Published October 18, 2012, 10:33 AM

It's a Carlton County championship

“I don’t think I took five steps before I was attacked,” said the 5-foot Karkkainen, recalling the dog pile on her following her game-winning strike in leading Esko-Carlton to a 2-1 overtime victory past Hermantown in a Section 7A semifinal at Corey Veech Field in Hermantown Tuesday.

By: Tyler Korby, Pine Journal

A sure-footed midfielder, Kadee Karkkainen does plenty of sprinting during a high school girls soccer game. Yet, it was the Esko junior who couldn’t dash fast enough in celebration following her latest goal.

“I don’t think I took five steps before I was attacked,” said the 5-foot Karkkainen, recalling the dog pile on her following her game-winning strike in leading Esko-Carlton to a 2-1 overtime victory past Hermantown in a Section 7A semifinal at Corey Veech Field in Hermantown Tuesday. “What more can you get? Having that go in; it was over-emotional.”

En route to netting the Eskomos’ most moving goal of the season, Karkkainen received teammate Elle Emanuel’s drive off the right post, took a touch and swiftly beat Hermantown goalkeeper Courtney Simmons in the upper right corner with 2:18 remaining in the opening overtime.

“What she lacks in size, she makes up with ball skills,” Esko-Carlton Coach Nicki Peterson said. “She is a real technical player who probably has the best one-on-one moves on our team. She’s always in position wherever the ball is and, like many of our players, can finish.”

Before Karkkainen finished, Emanuel struck in the 18th minute when the freshman forward booted in a rebound off a Simmons’ penalty kick stop in the first half. Applying pressure late, the Hawks responded in the 84th when leading-scorer Hailey Hoff sank a penalty kick past the Eskomos’ DeAhna Kulas. Moments later, Karkkainen relieved the tension.

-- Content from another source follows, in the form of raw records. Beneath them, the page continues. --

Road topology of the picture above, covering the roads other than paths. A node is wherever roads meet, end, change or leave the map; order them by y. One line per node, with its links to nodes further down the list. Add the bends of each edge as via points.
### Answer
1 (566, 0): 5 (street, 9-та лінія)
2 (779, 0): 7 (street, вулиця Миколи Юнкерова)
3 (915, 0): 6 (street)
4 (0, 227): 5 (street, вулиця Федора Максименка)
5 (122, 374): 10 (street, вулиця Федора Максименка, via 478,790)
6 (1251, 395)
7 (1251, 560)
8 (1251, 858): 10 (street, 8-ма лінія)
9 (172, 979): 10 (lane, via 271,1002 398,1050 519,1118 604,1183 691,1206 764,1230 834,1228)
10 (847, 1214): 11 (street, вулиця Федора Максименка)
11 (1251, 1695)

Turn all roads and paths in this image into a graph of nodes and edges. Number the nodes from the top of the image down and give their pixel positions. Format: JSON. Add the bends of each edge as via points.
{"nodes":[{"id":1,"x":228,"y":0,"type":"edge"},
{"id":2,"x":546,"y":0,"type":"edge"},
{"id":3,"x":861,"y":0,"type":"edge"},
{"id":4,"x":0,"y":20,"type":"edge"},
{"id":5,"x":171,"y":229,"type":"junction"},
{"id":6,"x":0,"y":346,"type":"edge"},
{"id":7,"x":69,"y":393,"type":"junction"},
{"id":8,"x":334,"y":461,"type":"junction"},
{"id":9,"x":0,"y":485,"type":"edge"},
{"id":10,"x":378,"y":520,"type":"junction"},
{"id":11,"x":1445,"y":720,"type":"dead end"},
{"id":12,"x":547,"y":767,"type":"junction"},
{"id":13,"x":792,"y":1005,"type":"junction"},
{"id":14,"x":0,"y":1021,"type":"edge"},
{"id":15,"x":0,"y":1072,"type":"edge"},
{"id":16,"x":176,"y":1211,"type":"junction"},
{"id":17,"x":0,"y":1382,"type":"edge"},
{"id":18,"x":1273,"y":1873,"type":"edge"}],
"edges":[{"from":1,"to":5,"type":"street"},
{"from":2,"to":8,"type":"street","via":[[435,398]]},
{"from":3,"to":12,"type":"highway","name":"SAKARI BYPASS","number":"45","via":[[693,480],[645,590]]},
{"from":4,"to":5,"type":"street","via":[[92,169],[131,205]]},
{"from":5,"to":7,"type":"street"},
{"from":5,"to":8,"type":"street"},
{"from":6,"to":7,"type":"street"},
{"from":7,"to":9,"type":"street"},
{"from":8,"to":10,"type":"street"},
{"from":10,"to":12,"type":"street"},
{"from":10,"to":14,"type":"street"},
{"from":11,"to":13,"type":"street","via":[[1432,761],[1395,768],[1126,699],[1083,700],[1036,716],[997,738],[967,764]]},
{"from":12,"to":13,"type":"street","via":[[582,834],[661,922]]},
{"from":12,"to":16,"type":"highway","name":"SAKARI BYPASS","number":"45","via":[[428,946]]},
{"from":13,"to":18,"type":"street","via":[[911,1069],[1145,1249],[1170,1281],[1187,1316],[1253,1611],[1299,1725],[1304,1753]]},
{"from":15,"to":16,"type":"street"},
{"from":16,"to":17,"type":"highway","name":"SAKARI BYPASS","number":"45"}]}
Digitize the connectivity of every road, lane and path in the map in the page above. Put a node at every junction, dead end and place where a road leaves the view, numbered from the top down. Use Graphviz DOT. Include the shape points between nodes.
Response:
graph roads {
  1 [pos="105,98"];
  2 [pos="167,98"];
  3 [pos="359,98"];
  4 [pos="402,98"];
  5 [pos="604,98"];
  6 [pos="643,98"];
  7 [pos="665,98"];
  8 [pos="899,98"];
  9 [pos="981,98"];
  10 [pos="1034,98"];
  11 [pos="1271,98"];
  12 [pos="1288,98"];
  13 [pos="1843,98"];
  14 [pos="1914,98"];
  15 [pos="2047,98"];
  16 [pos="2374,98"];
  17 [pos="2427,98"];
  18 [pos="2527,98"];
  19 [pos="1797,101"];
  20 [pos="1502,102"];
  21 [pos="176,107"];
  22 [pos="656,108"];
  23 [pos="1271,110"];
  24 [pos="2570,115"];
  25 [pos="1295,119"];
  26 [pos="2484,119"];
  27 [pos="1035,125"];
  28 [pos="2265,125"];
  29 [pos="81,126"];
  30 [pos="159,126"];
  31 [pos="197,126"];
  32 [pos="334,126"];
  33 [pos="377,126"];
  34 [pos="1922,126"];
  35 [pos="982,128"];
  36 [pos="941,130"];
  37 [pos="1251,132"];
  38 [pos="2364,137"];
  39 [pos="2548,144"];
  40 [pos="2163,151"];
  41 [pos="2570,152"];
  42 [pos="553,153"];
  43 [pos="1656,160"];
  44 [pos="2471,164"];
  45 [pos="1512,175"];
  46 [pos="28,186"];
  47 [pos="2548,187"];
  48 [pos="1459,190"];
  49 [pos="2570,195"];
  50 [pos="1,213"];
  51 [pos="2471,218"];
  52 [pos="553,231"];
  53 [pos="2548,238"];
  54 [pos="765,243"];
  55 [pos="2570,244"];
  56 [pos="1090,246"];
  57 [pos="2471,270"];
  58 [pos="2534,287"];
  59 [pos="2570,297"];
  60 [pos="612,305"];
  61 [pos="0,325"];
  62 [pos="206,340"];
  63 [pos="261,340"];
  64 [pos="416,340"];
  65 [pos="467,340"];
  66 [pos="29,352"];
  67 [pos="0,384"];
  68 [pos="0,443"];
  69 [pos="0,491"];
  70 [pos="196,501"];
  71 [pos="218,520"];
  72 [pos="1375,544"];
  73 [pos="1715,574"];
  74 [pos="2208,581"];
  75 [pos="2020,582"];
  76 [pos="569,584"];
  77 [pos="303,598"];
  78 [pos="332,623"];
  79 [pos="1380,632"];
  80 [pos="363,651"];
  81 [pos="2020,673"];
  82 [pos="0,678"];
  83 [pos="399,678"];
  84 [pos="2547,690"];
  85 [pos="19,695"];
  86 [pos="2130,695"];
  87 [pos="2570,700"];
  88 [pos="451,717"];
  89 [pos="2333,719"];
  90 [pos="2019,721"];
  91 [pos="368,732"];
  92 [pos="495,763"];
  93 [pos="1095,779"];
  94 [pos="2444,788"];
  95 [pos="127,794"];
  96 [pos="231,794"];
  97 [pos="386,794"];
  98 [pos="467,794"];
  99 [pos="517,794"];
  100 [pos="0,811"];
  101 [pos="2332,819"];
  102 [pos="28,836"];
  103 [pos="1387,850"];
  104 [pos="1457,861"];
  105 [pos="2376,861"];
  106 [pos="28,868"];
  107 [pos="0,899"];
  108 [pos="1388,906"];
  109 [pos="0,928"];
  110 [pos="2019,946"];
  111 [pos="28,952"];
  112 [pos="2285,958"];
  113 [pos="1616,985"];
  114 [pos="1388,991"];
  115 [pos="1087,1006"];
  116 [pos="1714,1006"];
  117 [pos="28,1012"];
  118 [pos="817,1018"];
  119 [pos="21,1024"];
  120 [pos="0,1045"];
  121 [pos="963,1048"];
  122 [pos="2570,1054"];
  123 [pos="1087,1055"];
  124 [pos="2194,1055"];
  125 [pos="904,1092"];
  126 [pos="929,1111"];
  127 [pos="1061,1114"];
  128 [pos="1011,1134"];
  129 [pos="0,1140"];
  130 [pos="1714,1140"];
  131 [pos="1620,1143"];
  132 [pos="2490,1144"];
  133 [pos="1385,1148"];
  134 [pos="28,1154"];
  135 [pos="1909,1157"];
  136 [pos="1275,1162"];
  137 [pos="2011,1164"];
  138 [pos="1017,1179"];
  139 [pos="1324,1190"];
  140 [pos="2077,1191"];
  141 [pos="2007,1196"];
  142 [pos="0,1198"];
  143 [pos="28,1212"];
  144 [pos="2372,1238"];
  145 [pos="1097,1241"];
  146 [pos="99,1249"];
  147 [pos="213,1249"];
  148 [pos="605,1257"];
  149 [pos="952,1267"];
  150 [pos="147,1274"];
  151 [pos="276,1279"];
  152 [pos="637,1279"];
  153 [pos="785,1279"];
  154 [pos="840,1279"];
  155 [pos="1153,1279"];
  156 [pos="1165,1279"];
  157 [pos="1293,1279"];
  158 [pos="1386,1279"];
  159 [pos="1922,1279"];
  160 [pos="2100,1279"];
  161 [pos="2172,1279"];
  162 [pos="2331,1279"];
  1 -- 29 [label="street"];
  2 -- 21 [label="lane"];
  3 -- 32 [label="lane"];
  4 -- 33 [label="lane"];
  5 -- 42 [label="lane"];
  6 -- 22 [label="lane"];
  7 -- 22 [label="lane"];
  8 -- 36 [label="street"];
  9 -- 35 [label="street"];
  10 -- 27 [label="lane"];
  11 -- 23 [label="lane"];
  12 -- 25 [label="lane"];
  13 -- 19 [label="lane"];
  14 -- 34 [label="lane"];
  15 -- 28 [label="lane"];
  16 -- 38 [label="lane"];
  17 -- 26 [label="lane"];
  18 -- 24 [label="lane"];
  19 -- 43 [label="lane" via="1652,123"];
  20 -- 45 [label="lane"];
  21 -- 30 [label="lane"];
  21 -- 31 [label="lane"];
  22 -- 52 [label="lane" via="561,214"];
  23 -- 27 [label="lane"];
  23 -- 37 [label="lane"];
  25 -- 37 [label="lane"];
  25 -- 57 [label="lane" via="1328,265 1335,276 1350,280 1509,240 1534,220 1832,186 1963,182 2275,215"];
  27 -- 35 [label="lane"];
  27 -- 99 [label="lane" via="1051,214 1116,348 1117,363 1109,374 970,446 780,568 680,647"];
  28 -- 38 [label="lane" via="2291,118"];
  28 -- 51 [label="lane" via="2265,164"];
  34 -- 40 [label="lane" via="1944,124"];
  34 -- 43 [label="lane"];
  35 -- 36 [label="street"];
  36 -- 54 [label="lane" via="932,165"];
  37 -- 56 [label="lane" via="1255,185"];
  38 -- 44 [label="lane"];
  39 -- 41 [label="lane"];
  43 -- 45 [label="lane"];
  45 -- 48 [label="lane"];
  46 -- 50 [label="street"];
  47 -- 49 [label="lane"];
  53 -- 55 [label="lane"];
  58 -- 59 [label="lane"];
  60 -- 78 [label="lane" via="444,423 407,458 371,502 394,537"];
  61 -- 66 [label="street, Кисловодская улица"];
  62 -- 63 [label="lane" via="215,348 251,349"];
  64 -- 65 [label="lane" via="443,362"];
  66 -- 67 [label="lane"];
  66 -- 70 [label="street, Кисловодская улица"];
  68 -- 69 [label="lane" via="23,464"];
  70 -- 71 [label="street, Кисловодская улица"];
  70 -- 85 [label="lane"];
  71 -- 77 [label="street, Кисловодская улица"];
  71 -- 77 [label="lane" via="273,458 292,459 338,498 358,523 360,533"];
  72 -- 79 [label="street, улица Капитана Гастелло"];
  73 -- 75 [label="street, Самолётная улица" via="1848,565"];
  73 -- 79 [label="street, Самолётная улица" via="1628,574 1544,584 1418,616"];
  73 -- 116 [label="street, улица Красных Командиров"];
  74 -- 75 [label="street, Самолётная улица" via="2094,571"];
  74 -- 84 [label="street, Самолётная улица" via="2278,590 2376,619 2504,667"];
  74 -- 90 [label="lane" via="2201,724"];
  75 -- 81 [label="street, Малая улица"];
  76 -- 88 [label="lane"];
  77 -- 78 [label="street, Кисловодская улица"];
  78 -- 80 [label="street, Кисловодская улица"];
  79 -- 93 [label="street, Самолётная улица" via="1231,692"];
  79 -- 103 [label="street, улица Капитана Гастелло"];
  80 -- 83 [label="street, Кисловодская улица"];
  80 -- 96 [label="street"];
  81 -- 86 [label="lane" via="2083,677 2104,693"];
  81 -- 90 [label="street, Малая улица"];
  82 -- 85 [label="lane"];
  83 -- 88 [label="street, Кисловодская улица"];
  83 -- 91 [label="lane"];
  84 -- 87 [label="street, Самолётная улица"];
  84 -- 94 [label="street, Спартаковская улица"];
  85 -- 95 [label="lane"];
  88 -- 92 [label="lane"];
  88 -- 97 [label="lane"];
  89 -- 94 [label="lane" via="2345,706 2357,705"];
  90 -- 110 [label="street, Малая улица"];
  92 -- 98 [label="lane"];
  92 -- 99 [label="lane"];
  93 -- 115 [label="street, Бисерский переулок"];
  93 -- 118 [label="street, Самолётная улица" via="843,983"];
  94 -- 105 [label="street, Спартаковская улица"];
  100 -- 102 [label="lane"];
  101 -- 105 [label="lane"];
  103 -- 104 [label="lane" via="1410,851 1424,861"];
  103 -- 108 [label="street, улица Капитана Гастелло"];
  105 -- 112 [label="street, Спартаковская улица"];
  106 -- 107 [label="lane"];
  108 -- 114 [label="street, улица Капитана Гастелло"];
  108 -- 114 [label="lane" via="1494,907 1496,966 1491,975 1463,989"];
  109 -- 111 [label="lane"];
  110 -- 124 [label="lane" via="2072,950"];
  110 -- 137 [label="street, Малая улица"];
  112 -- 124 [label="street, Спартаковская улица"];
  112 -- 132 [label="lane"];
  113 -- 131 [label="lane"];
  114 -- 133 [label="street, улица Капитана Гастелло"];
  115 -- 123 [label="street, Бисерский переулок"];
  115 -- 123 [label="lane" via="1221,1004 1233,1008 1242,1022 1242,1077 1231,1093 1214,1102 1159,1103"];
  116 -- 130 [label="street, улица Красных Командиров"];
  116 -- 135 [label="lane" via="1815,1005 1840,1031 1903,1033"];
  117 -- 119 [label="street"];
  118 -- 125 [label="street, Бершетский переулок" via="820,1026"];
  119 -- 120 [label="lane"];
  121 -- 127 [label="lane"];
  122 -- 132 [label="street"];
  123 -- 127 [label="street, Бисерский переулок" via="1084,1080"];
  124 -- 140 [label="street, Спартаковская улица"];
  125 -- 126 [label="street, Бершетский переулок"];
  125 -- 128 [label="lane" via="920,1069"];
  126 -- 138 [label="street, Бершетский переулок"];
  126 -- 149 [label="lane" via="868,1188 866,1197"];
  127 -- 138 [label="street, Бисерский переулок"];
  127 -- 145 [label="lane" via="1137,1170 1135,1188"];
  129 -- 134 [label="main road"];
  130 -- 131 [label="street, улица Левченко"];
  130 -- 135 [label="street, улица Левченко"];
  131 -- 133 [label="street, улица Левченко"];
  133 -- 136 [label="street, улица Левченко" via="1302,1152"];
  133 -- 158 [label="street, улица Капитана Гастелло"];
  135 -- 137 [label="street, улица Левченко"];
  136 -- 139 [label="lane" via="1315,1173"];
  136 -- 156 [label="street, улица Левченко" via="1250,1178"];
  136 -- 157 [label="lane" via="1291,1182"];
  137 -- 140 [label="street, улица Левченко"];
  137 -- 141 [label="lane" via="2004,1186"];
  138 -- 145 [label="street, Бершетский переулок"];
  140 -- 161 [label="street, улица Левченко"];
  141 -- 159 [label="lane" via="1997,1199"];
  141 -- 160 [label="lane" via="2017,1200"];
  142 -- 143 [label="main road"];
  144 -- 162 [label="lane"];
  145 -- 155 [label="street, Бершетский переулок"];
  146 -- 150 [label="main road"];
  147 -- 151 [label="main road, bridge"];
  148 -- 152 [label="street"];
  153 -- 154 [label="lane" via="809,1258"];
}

“We play pretty well under high pressure,” said Karkkainen. “We have such a good team that anybody can step up for us. Whether on the bench or the field, anyone can play and we won’t miss a beat.”

No. 3 Esko-Carlton (13-6-0) now engages with fourth-seeded Cloquet (11-5-3) Thursday for the Section 7A girls soccer final at 6 p.m. at Public Schools Stadium in Duluth. Both neighboring rivals split their regular season series this fall, as the Lumberjacks went to state in 2009, while the Eskomos will look to defend their title from 2011.

“We absolutely want to defend,” said Peterson. “Many of these girls went to state last year and want to get back. This year we’ve had a team effort and are in good position. But both teams will be fighting for it.”

“It’s going to be an intense, fun game to watch,” Karkkainen added about facing their cross-county foes for a third and final rubber match this year. “I think it could go either way, but right now, if we play like we have been playing for a while, I feel nothing is going to able to defeat us.”

Kenzie Rathe can relate, as the goalkeeper helped the Lumberjacks defeat Princeton 3-2 in a shootout win in the other Tuesday night Section 7A semifinal at Princeton. Rathe, a 5-foot-11 senior, showed no nervousness in holding out the top-seeded Tigers’ final three shot attempts en route to Cloquet’s comeback.

“Honestly, I love PKs,” said Rathe of penalty kicks. “We work on them every other day I’d say, so it’s nothing new. I’ve been trained by my dad, [and] my sister and my friends always challenge me. I just trusted myself.”

Rathe, who has eight shutouts this fall, also gave slight credit to her new pair of red gloves that match her red jersey. She said her father, Jim, brought them to her before Tuesday’s game. They came in handy late.

“They gave me a little extra stick,” Rathe said.

Cloquet stuck around with goals from Emily Wangen and Kayla Baker with less than 20 minutes left after trailing 2-0 early on. A scoreless pair of overtimes led to a sudden-death shootout where Kristi Konietzko, Gracie Sinisalo and Emily Rikkola all scored before Rathe slammed the door.

“She is a big, intimidating goalie,” said Cloquet Coach Dustin Randall. “It’s tough to score on us. And once she saved that first one in the shootout, you could tell all of the Princeton players were scared.”